South Korea’s largest cryptocurrency exchange, Upbit, suffered a $37 million breach of its Solana hot wallet early Tuesday, with preliminary evidence pointing to North Korea’s Lazarus Group in the latest state-sponsored attack on the industry.

The breach occurred at 4:42 a.m. KST on November 27, 2025, when abnormal outflows totaling 54 billion South Korean Won drained in assets including SOL, USDC, JUP, RAY, PYTH, ORCA, BONK, and memecoins like MEW, PENGU, and MOODENG to an external wallet (hmowmhpFCy5n9pCWJh1xxymxQFRKaKbfX4kqLkfoaoC), as detailed by a thread on X. 

Upbit immediately suspended Solana deposits and withdrawals, moved remaining funds to cold storage, and froze $8.18 million in LAYER tokens. The exchange also pledged full compensation from reserves, ensuring no user losses, and launched a security audit with authorities.

On-chain analysts and security firms, including Slowmist and Failsafe, are tracking the funds across multiple wallets and chains used by the attacker to launder funds. Vitally, no smart-contract vulnerabilities were exploited, suggesting the attacker must have gained access through compromised keys or phishing.
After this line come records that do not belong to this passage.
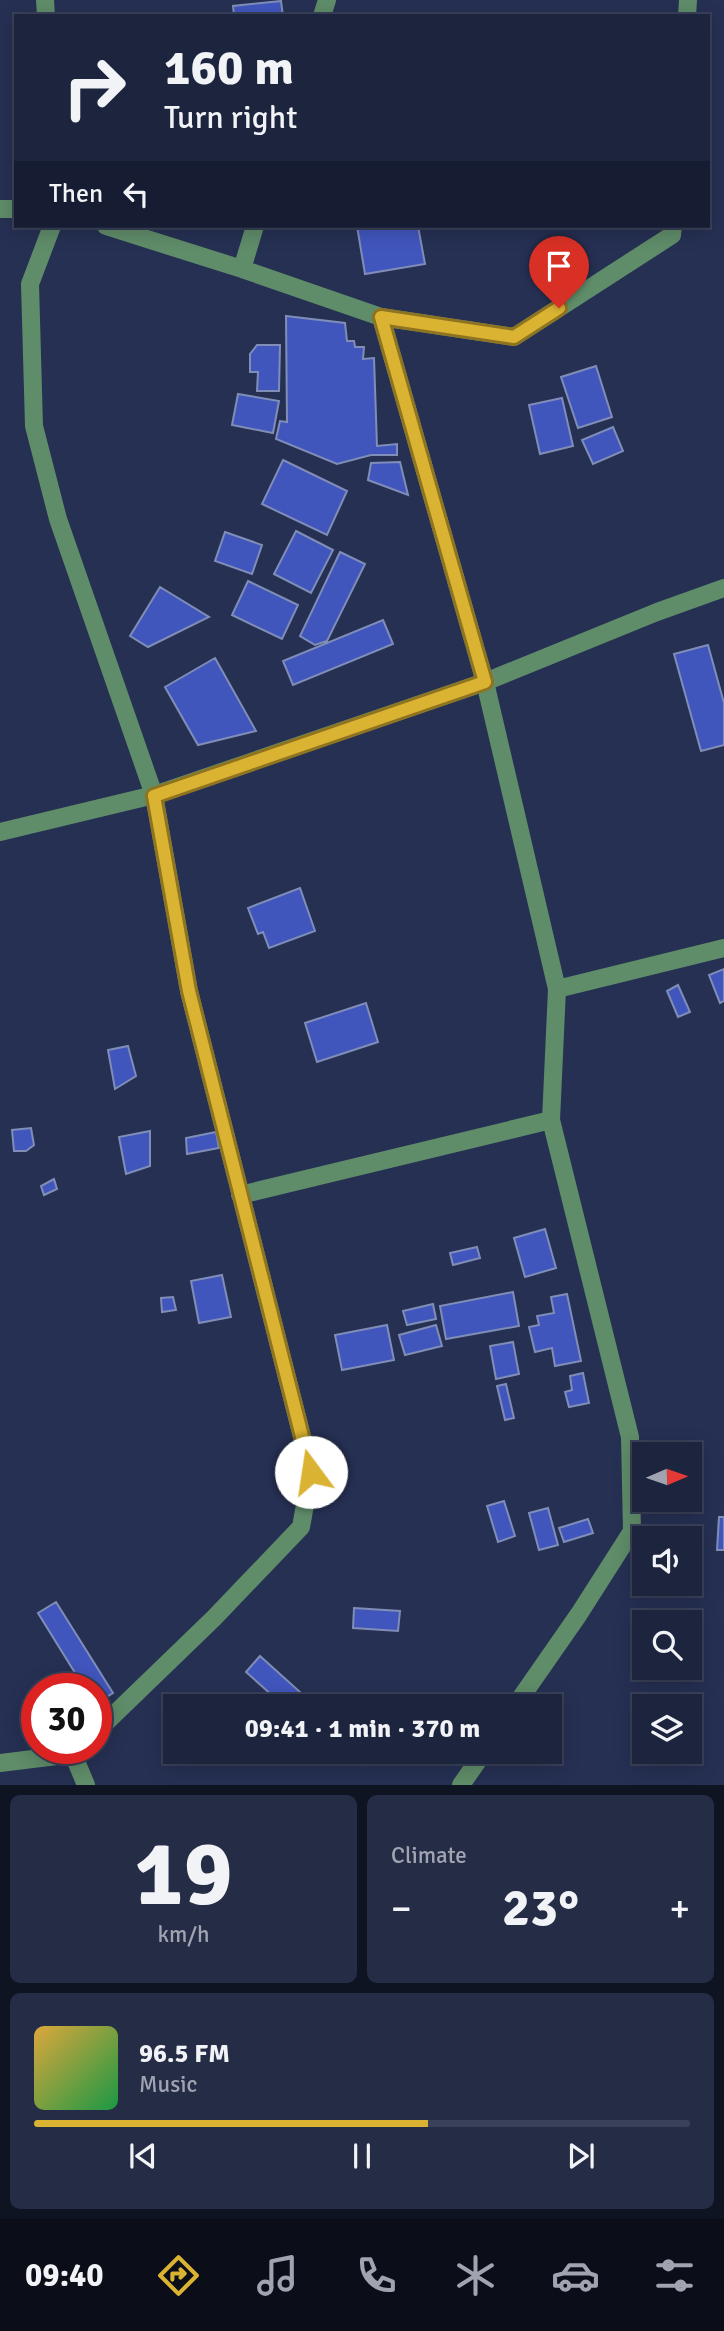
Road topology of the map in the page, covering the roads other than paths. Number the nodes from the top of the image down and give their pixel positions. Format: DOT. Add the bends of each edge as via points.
graph roads {
  1 [pos="51,228"];
  2 [pos="112,228"];
  3 [pos="255,228"];
  4 [pos="673,228"];
  5 [pos="242,269"];
  6 [pos="381,317"];
  7 [pos="724,588"];
  8 [pos="485,682"];
  9 [pos="154,796"];
  10 [pos="0,832"];
  11 [pos="724,948"];
  12 [pos="557,989"];
  13 [pos="551,1120"];
  14 [pos="240,1195"];
  15 [pos="523,1694"];
  16 [pos="112,1717"];
  17 [pos="21,1760"];
  18 [pos="0,1763"];
  19 [pos="80,1764"];
  20 [pos="476,1764"];
  21 [pos="86,1785"];
  22 [pos="461,1785"];
  1 -- 9 [label="street" via="30,284 34,426 58,519"];
  2 -- 5 [label="street"];
  3 -- 5 [label="street"];
  4 -- 6 [label="street" via="672,235 514,337"];
  5 -- 6 [label="street"];
  6 -- 8 [label="street"];
  7 -- 8 [label="street"];
  8 -- 9 [label="street"];
  8 -- 12 [label="street"];
  9 -- 10 [label="street"];
  9 -- 14 [label="street" via="189,991"];
  11 -- 12 [label="street"];
  12 -- 13 [label="street"];
  13 -- 14 [label="street"];
  13 -- 15 [label="street" via="630,1437 632,1531"];
  14 -- 16 [label="street" via="311,1472 301,1527"];
  17 -- 18 [label="street"];
  19 -- 21 [label="street"];
  20 -- 22 [label="street"];
}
This is the second major breach attributed to Lazarus at Upbit, following the $49 million Ethereum theft in 2019.The Lazarus Group is a North Korean state-sponsored cybercrime and espionage organization, widely regarded as one of the most prolific and dangerous hacking collectives in the world. North Korean hacking groups have stolen an estimated $3 billion in cryptocurrency since 2017, according to United Nations reports.
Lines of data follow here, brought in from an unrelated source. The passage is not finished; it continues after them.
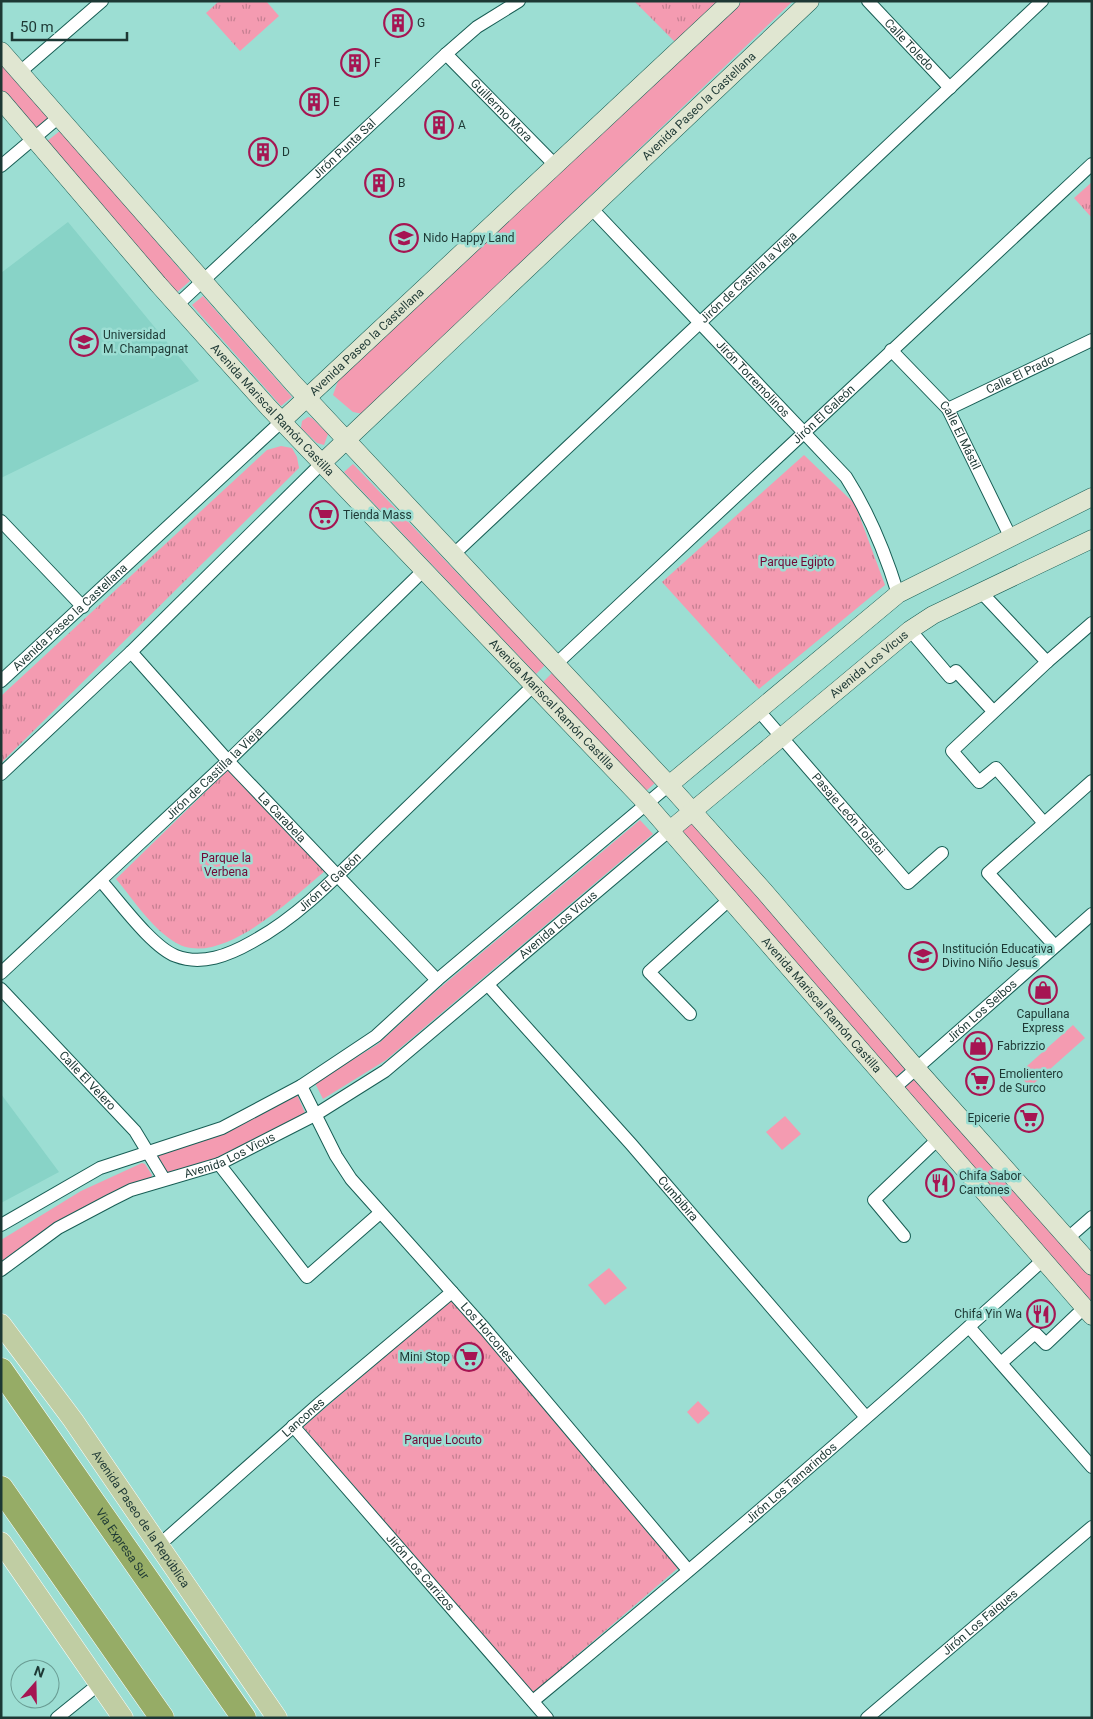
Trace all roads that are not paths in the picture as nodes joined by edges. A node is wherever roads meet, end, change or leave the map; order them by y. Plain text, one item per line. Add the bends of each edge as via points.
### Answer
1 (102, 1) edge
2 (519, 1) edge
3 (730, 1) edge
4 (810, 1) edge
5 (868, 1) edge
6 (1042, 1) edge
7 (1, 51) edge
8 (446, 54) junction
9 (20, 72) junction
10 (950, 88) junction
11 (1, 100) edge
12 (59, 117) junction
13 (35, 138) junction
14 (1092, 164) edge
15 (1, 166) edge
16 (556, 166) junction
17 (592, 209) junction
18 (204, 280) junction
19 (177, 305) junction
20 (702, 322) junction
21 (1092, 340) edge
22 (891, 350) junction
23 (308, 398) junction
24 (948, 409) junction
25 (282, 421) junction
26 (806, 432) junction
27 (348, 440) junction
28 (322, 463) junction
29 (1092, 497) edge
30 (1, 521) edge
31 (1010, 536) junction
32 (1092, 539) edge
33 (454, 554) junction
34 (424, 570) junction
35 (981, 592) junction
36 (898, 594) junction
37 (83, 607) junction
38 (1092, 623) edge
39 (910, 630) junction
40 (131, 652) junction
41 (1047, 662) junction
42 (556, 664) junction
43 (1, 681) edge
44 (534, 684) junction
45 (758, 710) junction
46 (993, 711) junction
47 (781, 736) junction
48 (228, 761) junction
49 (1, 774) edge
50 (1092, 781) edge
51 (669, 785) junction
52 (646, 803) junction
53 (692, 810) junction
54 (1044, 823) junction
55 (670, 830) junction
56 (942, 852) dead end
57 (337, 876) junction
58 (101, 881) junction
59 (730, 899) junction
60 (1092, 914) edge
61 (1055, 946) junction
62 (1, 973) edge
63 (438, 980) junction
64 (488, 985) junction
65 (1, 988) edge
66 (690, 1014) dead end
67 (916, 1068) junction
68 (301, 1086) junction
69 (893, 1089) junction
70 (315, 1114) junction
71 (937, 1140) junction
72 (148, 1153) junction
73 (219, 1164) junction
74 (164, 1179) junction
75 (380, 1213) junction
76 (1092, 1217) edge
77 (1, 1226) edge
78 (904, 1236) dead end
79 (1068, 1238) junction
80 (1043, 1260) junction
81 (1092, 1266) edge
82 (1, 1270) edge
83 (452, 1292) junction
84 (1088, 1312) edge
85 (1, 1324) edge
86 (970, 1327) junction
87 (1001, 1364) junction
88 (1, 1370) edge
89 (865, 1416) junction
90 (293, 1426) junction
91 (1092, 1467) edge
92 (1, 1488) edge
93 (1092, 1527) edge
94 (1, 1542) edge
95 (158, 1546) junction
96 (688, 1570) junction
97 (99, 1684) junction
98 (532, 1701) junction
99 (57, 1718) edge
100 (123, 1718) edge
101 (162, 1718) edge
102 (244, 1718) edge
103 (277, 1718) edge
104 (547, 1718) edge
105 (867, 1718) edge

1 - 9 street
2 - 8 street, Jirón Punta Sal via 478,27
3 - 16 main road, Avenida Paseo la Castellana
4 - 17 main road, Avenida Paseo la Castellana
5 - 10 street, Calle Toledo
6 - 10 street, Jirón de Castilla la Vieja
7 - 9 main road
8 - 16 street, Guillermo Mora
8 - 18 street, Jirón Punta Sal
9 - 12 main road
10 - 20 street, Jirón de Castilla la Vieja
11 - 13 main road, Avenida Mariscal Ramón Castilla
12 - 13 street
12 - 18 main road
13 - 15 street
13 - 19 main road, Avenida Mariscal Ramón Castilla
14 - 22 street, Jirón El Galeón
16 - 23 main road, Avenida Paseo la Castellana
17 - 20 street, Jirón Torremolinos
17 - 27 main road, Avenida Paseo la Castellana
18 - 19 street, Jirón Punta Sal
18 - 23 main road
19 - 25 main road, Avenida Mariscal Ramón Castilla
20 - 26 street, Jirón Torremolinos
20 - 33 street, Jirón de Castilla la Vieja
21 - 24 street, Calle El Prado
22 - 24 street, Calle El Mástil
22 - 26 street, Jirón El Galeón
23 - 25 main road, Avenida Paseo la Castellana
23 - 27 main road
24 - 31 street, Calle El Mástil
25 - 28 main road, Avenida Mariscal Ramón Castilla
25 - 37 street, Avenida Paseo la Castellana
26 - 36 street, Jirón Torremolinos via 846,477 864,505
26 - 42 street, Jirón El Galeón
27 - 28 main road, Avenida Paseo la Castellana
27 - 33 main road
28 - 34 main road, Avenida Mariscal Ramón Castilla
28 - 40 street
29 - 31 main road, Avenida Los Vicus
30 - 37 street
31 - 36 main road, Avenida Los Vicus
32 - 35 main road, Avenida Los Vicus
33 - 42 main road
34 - 44 main road, Avenida Mariscal Ramón Castilla
34 - 48 street, Jirón de Castilla la Vieja
35 - 39 main road, Avenida Los Vicus
35 - 41 street
36 - 45 main road, Avenida Los Vicus
37 - 43 street, Avenida Paseo la Castellana
38 - 41 street
39 - 46 street via 950,677 956,671
39 - 47 main road, Avenida Los Vicus
40 - 48 street, La Carabela
40 - 49 street
41 - 46 street
42 - 51 main road
44 - 52 main road, Avenida Mariscal Ramón Castilla
44 - 57 street, Jirón El Galeón
45 - 47 street, Pasaje León Tolstoi
45 - 51 main road, Avenida Los Vicus
46 - 54 street via 952,751 980,782 996,768
47 - 53 main road, Avenida Los Vicus
47 - 56 street, Pasaje León Tolstoi via 908,883
48 - 57 street, La Carabela
48 - 58 street, Jirón de Castilla la Vieja
50 - 54 street
51 - 52 street, Avenida Los Vicus
51 - 53 main road
52 - 55 main road, Avenida Mariscal Ramón Castilla
52 - 63 street, Avenida Los Vicus
53 - 55 main road, Avenida Los Vicus
53 - 67 main road
54 - 61 street via 988,874
55 - 59 main road, Avenida Mariscal Ramón Castilla
55 - 64 street, Avenida Los Vicus
57 - 58 street, Jirón El Galeón via 287,919 254,941 213,958 193,960 175,956 159,946
57 - 63 street, La Carabela
58 - 62 street, Jirón de Castilla la Vieja
59 - 66 street via 649,972
59 - 69 main road, Avenida Mariscal Ramón Castilla
60 - 61 street, Jirón Los Seibos
61 - 67 street, Jirón Los Seibos
63 - 68 street, Avenida Los Vicus via 376,1036
64 - 70 street, Avenida Los Vicus via 385,1071
64 - 89 street, Cumbibira via 631,1144
65 - 72 street, Calle El Velero via 135,1131
67 - 69 street, Jirón Los Seibos
67 - 79 main road
68 - 70 street, Los Horcones
68 - 72 street, Avenida Los Vicus via 222,1128
69 - 71 main road, Avenida Mariscal Ramón Castilla
70 - 73 street, Avenida Los Vicus
70 - 75 street, Los Horcones via 351,1179
71 - 78 street via 874,1200
71 - 80 main road, Avenida Mariscal Ramón Castilla
72 - 74 street, Calle El Velero
72 - 77 street, Avenida Los Vicus via 100,1168
73 - 74 street, Avenida Los Vicus
73 - 75 street via 307,1277
74 - 82 street, Avenida Los Vicus via 131,1190 58,1228
75 - 83 street, Los Horcones
76 - 79 street
79 - 81 main road
80 - 84 main road, Avenida Mariscal Ramón Castilla
80 - 86 street, Jirón Los Tamarindos
83 - 90 street, Lancones
83 - 96 street, Los Horcones
84 - 87 street via 1046,1344 1036,1333
85 - 95 main road, Avenida Paseo de la República via 73,1420
86 - 87 street
86 - 89 street, Jirón Los Tamarindos
87 - 91 street
88 - 102 highway, Via Expresa Sur
89 - 96 street, Jirón Los Tamarindos
90 - 95 street, Lancones
90 - 98 street, Jirón Los Carrizos
92 - 101 highway
93 - 105 street, Jirón Los Faiques
94 - 97 main road
95 - 103 main road, Avenida Paseo de la República
96 - 98 street, Jirón Los Tamarindos
97 - 99 street
97 - 100 main road
98 - 104 street, Jirón Los Carrizos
Analysts say exchange hacks are slowly becoming an object of regional concern. In February 2025, prosecutors charged three people for a multi-million dollar Bybit scam, and India’s WazirX only resumed operations in October 2025 after losing $230 million in July 2024.

Upbit, handling $11 billion in assets, holds 80% of Korea’s crypto volume. The hack could have wiped off a significant amount of SOL’s price intraday, but Upbit’s response was swift enough to limit panic withdrawals.

Bitcoin traded at $87,604 on November 27, up 0.25%. For exchanges, this underscores the need for multi-sig cold storage and AI-driven anomaly detection amid state-sponsored threats.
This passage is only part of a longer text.